→ Information provided:

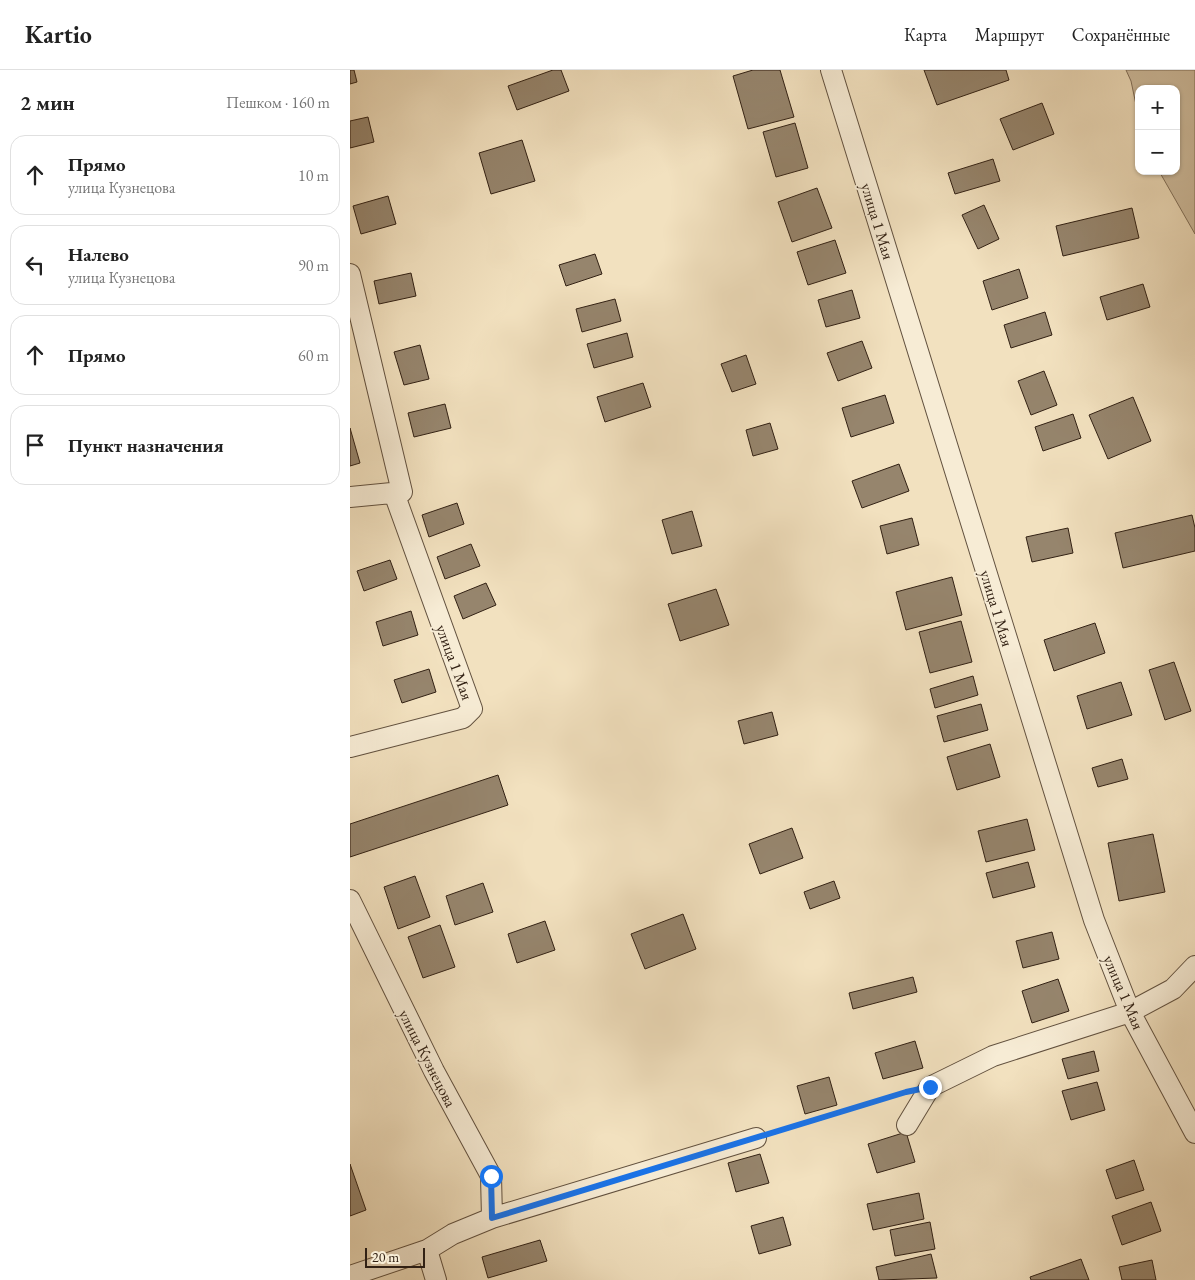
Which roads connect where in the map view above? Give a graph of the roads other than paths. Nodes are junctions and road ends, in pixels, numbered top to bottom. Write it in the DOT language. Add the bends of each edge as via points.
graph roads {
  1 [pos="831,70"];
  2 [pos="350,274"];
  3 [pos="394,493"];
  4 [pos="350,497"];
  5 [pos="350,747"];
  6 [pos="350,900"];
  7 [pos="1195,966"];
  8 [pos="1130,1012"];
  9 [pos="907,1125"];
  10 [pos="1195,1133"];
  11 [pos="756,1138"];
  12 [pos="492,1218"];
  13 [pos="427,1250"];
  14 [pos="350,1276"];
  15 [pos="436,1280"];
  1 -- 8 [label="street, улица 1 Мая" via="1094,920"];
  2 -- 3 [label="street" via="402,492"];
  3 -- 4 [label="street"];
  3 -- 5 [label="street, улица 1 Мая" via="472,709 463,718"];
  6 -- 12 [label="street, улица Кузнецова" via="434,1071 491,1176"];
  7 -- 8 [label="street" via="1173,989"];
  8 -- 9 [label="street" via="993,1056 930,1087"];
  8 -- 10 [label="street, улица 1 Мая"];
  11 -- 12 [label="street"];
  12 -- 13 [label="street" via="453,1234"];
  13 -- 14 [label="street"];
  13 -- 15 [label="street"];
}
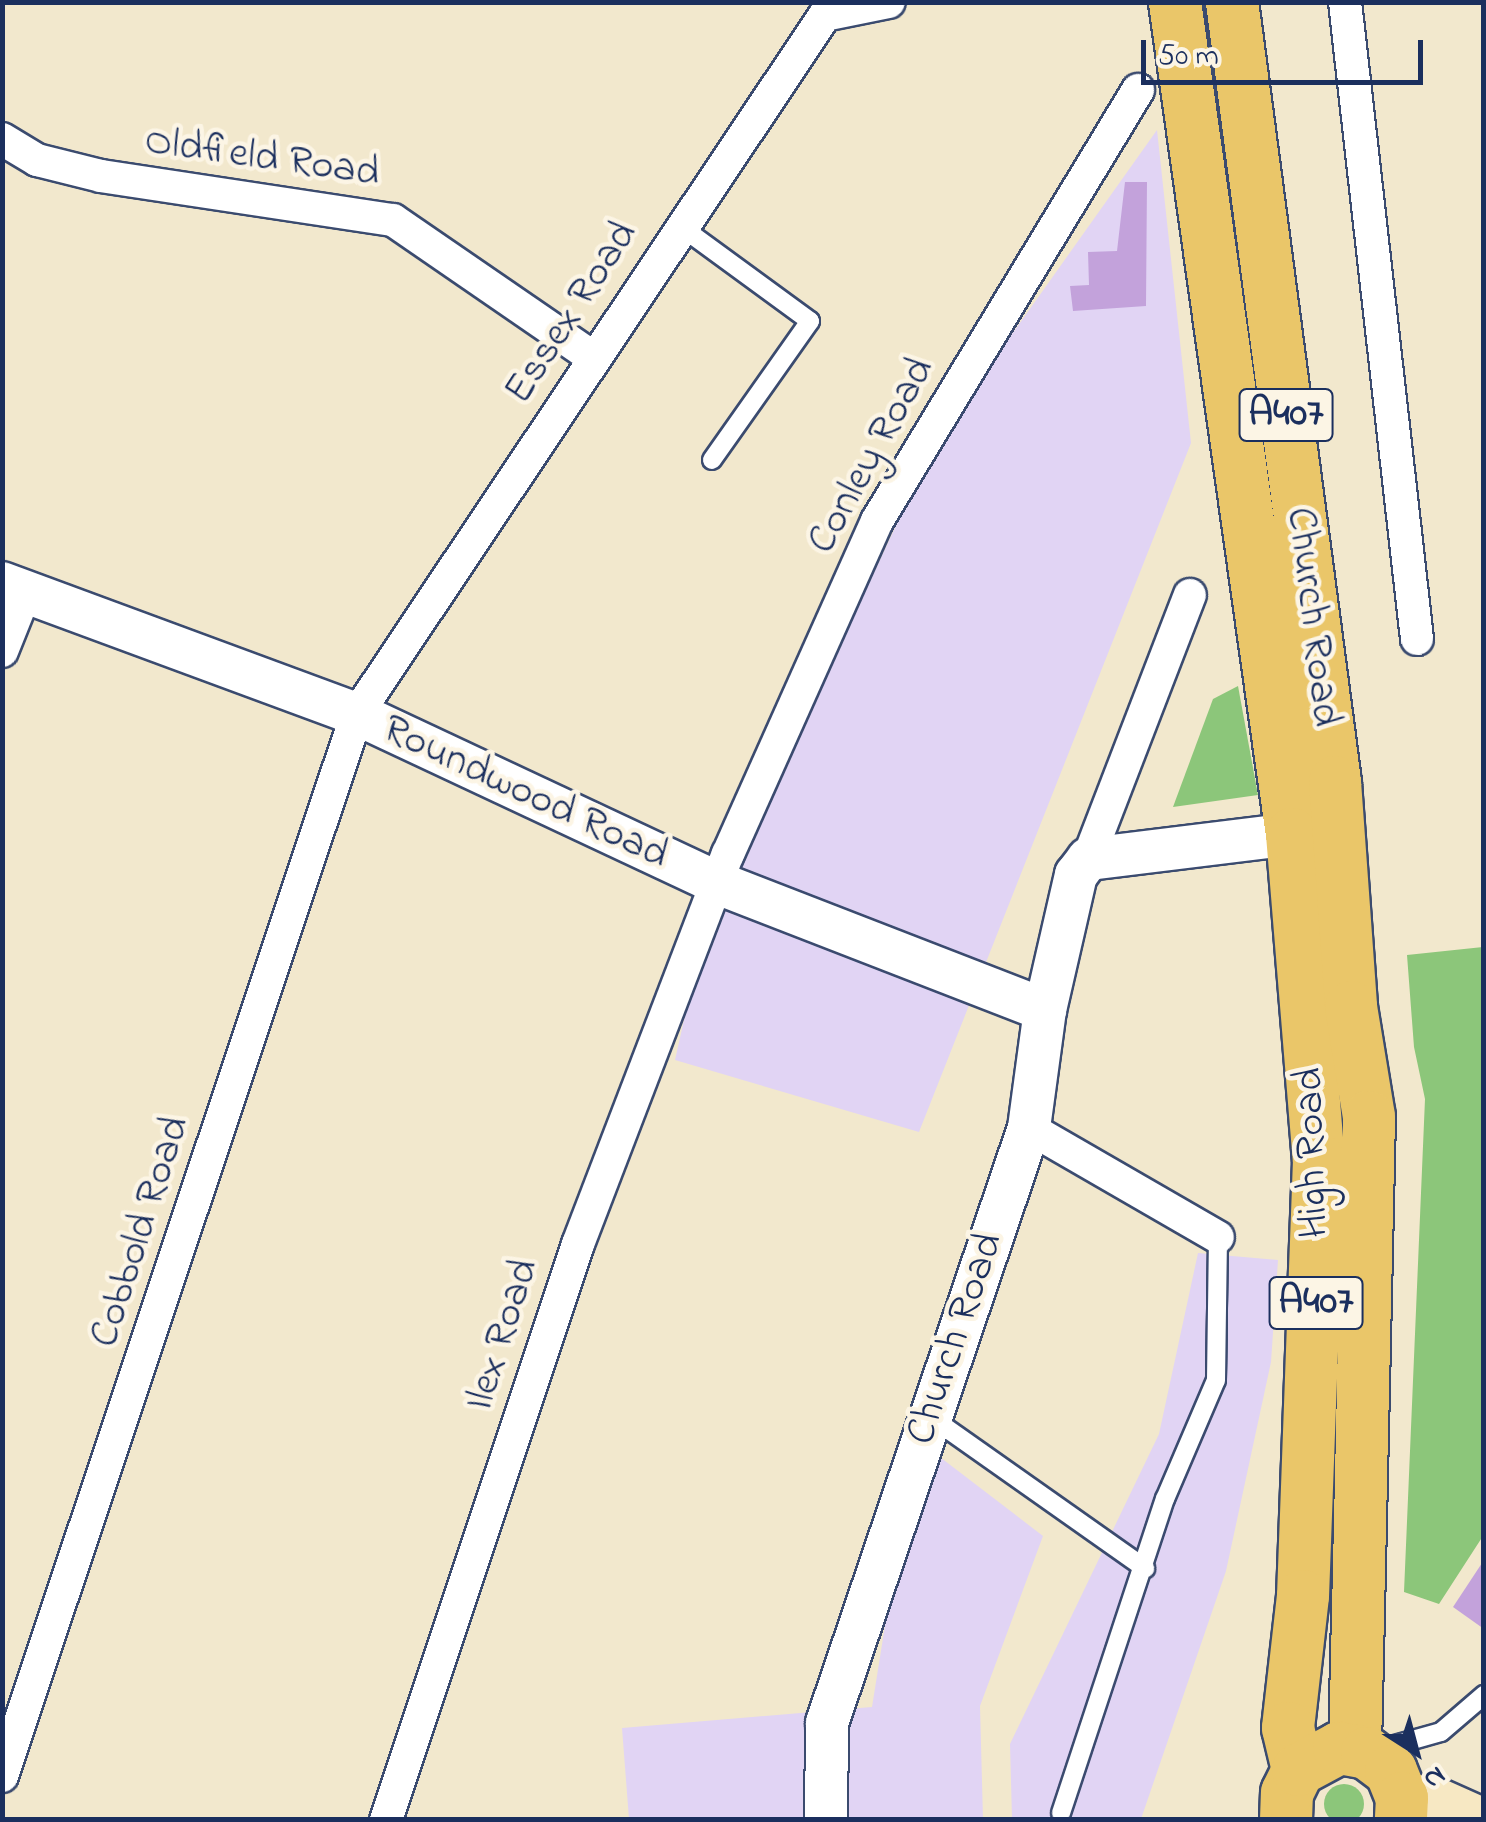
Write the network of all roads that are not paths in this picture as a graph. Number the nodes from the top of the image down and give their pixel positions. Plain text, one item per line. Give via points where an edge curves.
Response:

---

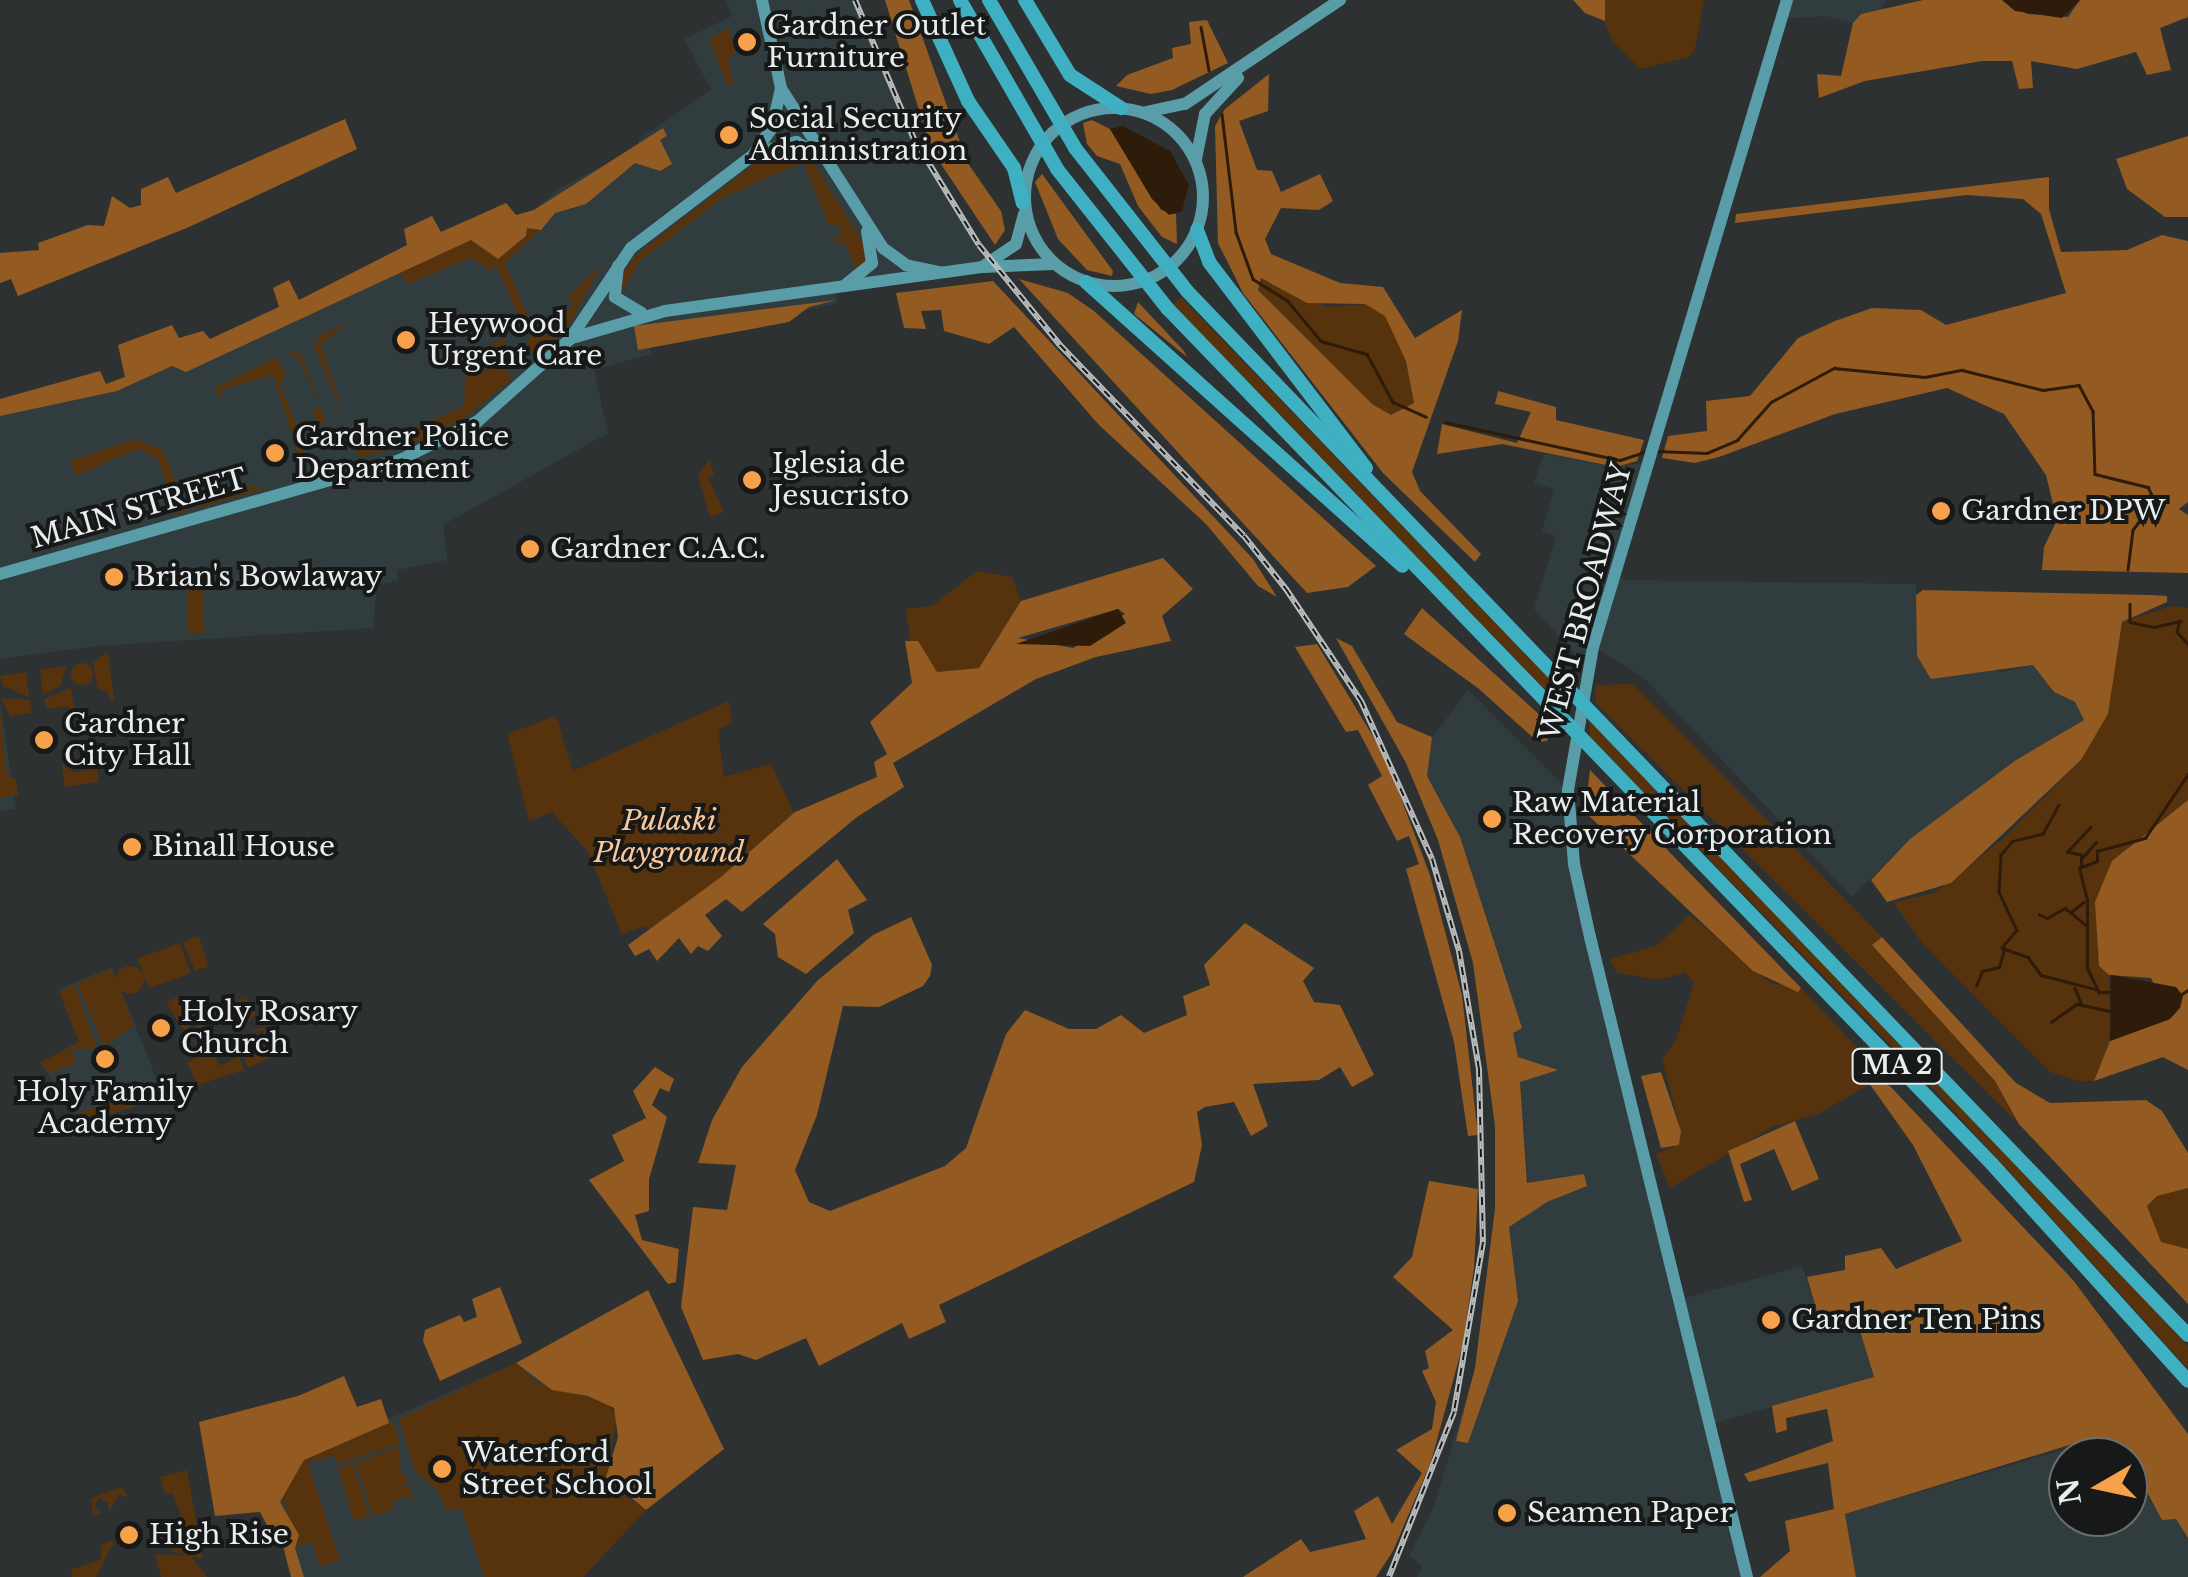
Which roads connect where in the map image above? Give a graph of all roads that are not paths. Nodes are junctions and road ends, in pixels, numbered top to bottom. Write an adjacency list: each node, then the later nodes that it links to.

→ Directions for this task: By examining the material line by line, establish how many lines contain "image" and give only that number.

→ Reply: 2